Salem and his family gave up 75 percent of their wealth in August in a deal that allowed them to return to Egypt without facing prosecution.

Salem, who also holds Spanish citizenship, was arrested under an international warrant in 2011 in Spain, where he fled after the popular uprising that ended Mubarak's 30-year rule.

"The prosecution had sent instructions to take Salem and his family members off airport watchlists on Sept. 27 and asked the Interpol to take him off its Red Notice Wanted list today," justice ministry spokesman Khaled al-Nashar told Reuters.

Translation: “The first appearance of Hussein Salem after the reconciliation, with (TV host) Amr Adeeb on (TV channel) ON TV.”

The International Criminal Police Organisation (Interpol) is an intergovernmental agency designed to promote international cooperation in criminal investigations.

Nashar said Egypt also sent notice to Spain, Switzerland, and Hong Kong to take Salem off their watchlists and that of the European Union.

The actions will allow Salem and family members to return to Egypt, where he is seen as a symbol of the unrestrained corruption of the late Mubarak-era.

Hussein salem (L) with famous Egyptian pro-regime TV host Amr Adeeb.

An Egyptian court had sentenced Salem in absentia to seven years in jail and fines totalling more than $4bn in 2011 after convicting him of money laundering and profiteering.

He later faced corruption-related charges associated with gas exports to Israel but was cleared in 2014.

Salem was a major shareholder in East Mediterranean Gas (EMG). Egyptian opposition groups had long complained that EMG was selling gas at preferential prices to Israel and other countries, depriving Egypt of potential revenues.

Egypt's Illicit Gains Authority recovered 5.3bn Egyptian pounds ($597m) in the reconciliation deal with the Salem family.

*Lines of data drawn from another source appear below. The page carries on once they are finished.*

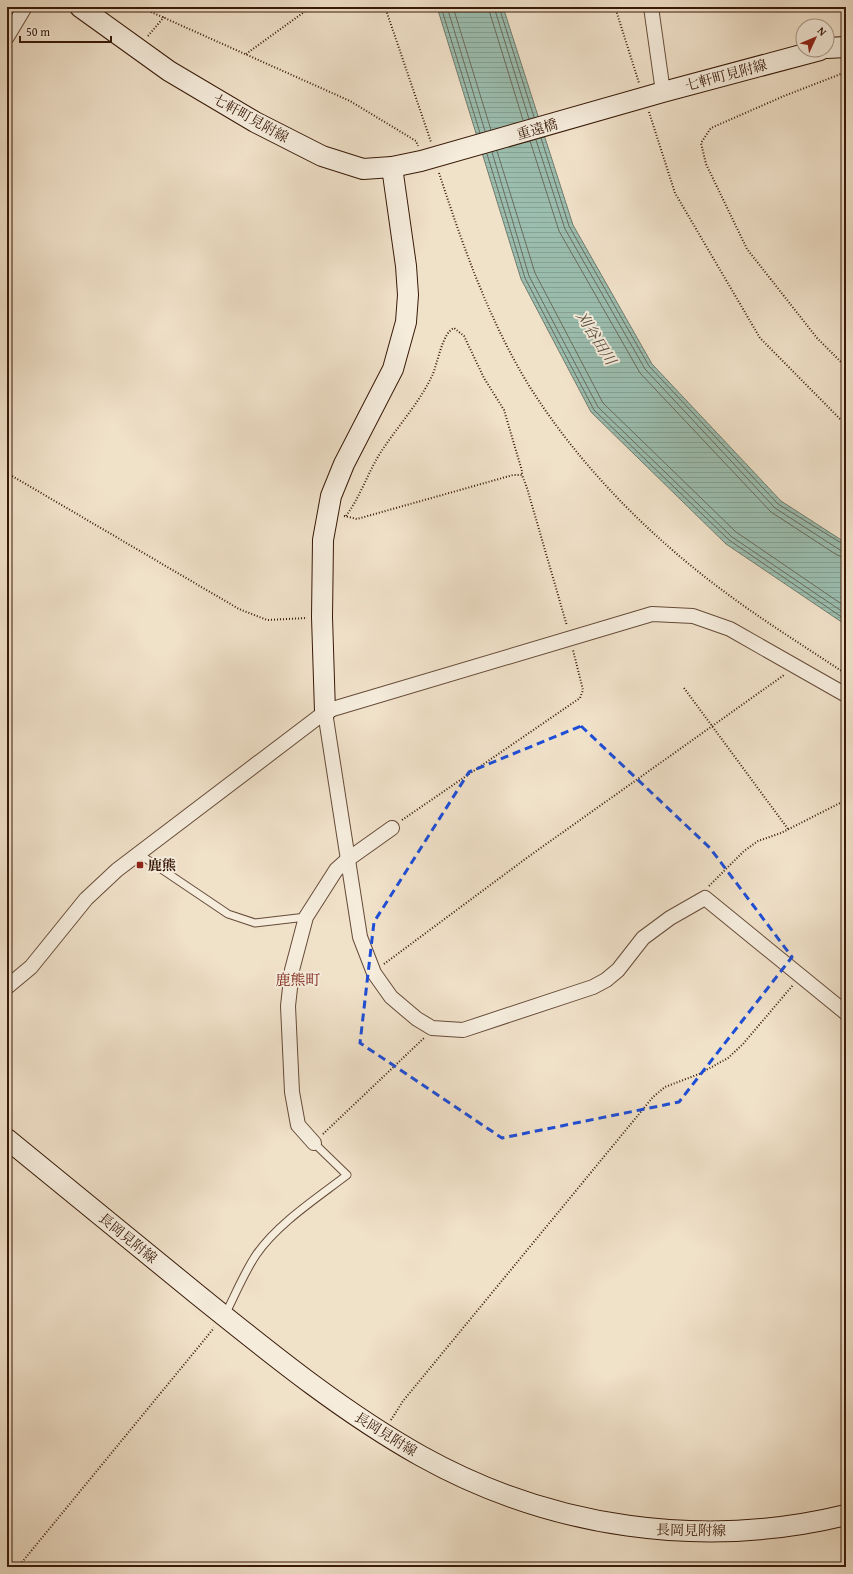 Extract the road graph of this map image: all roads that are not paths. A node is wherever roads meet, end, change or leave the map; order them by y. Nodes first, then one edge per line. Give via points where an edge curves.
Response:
1 (25, 7) edge
2 (80, 7) edge
3 (651, 7) edge
4 (7, 37) edge
5 (846, 47) edge
6 (835, 48) edge
7 (795, 57) edge
8 (663, 92) junction
9 (638, 100) joint
10 (437, 158) joint
11 (392, 167) junction
12 (846, 695) edge
13 (325, 712) junction
14 (392, 828) road end
15 (140, 854) junction
16 (347, 860) junction
17 (306, 917) junction
18 (7, 987) edge
19 (846, 1013) edge
20 (7, 1139) edge
21 (314, 1143) joint
22 (224, 1316) junction
23 (846, 1515) edge

1 - 4 street
2 - 11 main road, 七軒町見附線 via 137,49 204,92 322,156 363,168
3 - 8 street
5 - 6 main road
7 - 8 main road, 七軒町見附線
8 - 9 main road, 七軒町見附線
9 - 10 main road, 重遠橋
10 - 11 main road, 七軒町見附線
11 - 13 main road via 406,266 406,322 393,369 344,464 331,496 337,514 323,540
12 - 13 street via 730,629 693,616 652,614
13 - 15 street
13 - 16 street
14 - 16 street
15 - 17 lane via 228,914 255,923
15 - 18 street via 117,870 86,899 31,967
16 - 17 street via 336,870
16 - 19 street via 360,937 374,973 404,1009 432,1028 463,1030 593,987 618,970 643,938 670,918 705,898
17 - 21 street via 292,970 288,1006 295,1112 298,1125
20 - 22 main road, 長岡見附線
21 - 22 lane via 347,1174 294,1216 264,1244 255,1256
22 - 23 main road, 長岡見附線 via 299,1375 421,1456 486,1487 552,1511 655,1530 718,1532 782,1527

Social media users were less than sympathetic however, with some mocking the billionaire when he said that he did not have a house in Egypt and would be forced to stay in expensive hotels.

Translation: “Hussein Salem: My family and I will stay in a hotel when we come back because we don’t have a house in Egypt. Unlucky, Hussein, this is the price of being an expat.”

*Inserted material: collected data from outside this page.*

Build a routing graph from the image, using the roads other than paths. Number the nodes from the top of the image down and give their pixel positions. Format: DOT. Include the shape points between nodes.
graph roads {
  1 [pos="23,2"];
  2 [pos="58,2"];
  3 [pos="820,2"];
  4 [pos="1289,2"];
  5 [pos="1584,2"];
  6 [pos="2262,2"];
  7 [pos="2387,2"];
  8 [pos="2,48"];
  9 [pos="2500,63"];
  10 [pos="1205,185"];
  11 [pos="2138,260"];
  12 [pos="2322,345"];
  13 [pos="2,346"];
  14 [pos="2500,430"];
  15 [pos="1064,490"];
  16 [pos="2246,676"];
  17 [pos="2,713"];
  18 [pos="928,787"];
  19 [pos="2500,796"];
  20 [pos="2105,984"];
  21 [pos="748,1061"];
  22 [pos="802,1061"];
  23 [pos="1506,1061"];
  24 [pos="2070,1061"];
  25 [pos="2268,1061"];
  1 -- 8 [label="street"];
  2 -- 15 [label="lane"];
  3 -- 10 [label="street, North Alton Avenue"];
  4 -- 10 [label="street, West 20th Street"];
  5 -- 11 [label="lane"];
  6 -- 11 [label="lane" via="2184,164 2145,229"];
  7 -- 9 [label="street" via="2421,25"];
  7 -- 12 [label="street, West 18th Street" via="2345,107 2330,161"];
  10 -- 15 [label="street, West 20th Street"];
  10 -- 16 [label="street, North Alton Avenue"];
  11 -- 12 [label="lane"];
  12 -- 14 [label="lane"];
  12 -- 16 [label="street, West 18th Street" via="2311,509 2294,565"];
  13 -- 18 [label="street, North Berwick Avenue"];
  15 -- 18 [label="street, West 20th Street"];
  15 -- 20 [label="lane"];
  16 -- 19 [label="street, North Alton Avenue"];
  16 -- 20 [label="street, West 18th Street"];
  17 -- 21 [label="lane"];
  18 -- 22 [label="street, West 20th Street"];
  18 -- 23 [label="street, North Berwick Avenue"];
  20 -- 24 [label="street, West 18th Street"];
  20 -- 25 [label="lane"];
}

The deal was part of a wider reconciliation effort with wealthy businessmen who fled Egypt after the uprising.

Salem’s notoriety in Egypt is matched only Ahmed Ezz, the billionaire steel magnate who had close ties to Gamal Mubarak and the then-ruling National Democratic Party.

The corruption of Egypt’s business elite was one of the causes of the 25 January 2011 revolution, meaning amnesties are always likely to prove controversial.

The NDP headquarters were famously burned during the uprising five years ago, but what is less well-known is that the headquarters of Ezz Steel – which effectively monopolises Egypt’s steel industry – was also stormed and burned down.



Smoke rises from the burnt headquarters of the former ruling NDP in central Cairo on 29 January, 2011 (AFP)

Salem’s gas deals with Israel and Ezz’s monopolization of steel are both sensitive issues in the country; Israel has fought three wars with Egypt, which is also the region’s top steel exporter, a source of national pride.

President Abdel Fattah el-Sisi has a tense relationship with the country’s business elite, accusing them of not investing enough of their money in the country, while they in turn have bemoaned the state’s lack of will to reform Egypt’s Kafkaesque business environment.

Ezz, for example, was denied permission from Egypt’s election authorities to run in the 2015 elections and was repeatedly fined millions in a slew of corruption cases both before and after the 2011 revolution and 2013 military coup.

Egypt’s economy is on life-support, a fact that may push the regime and the business elite closer together – or further apart.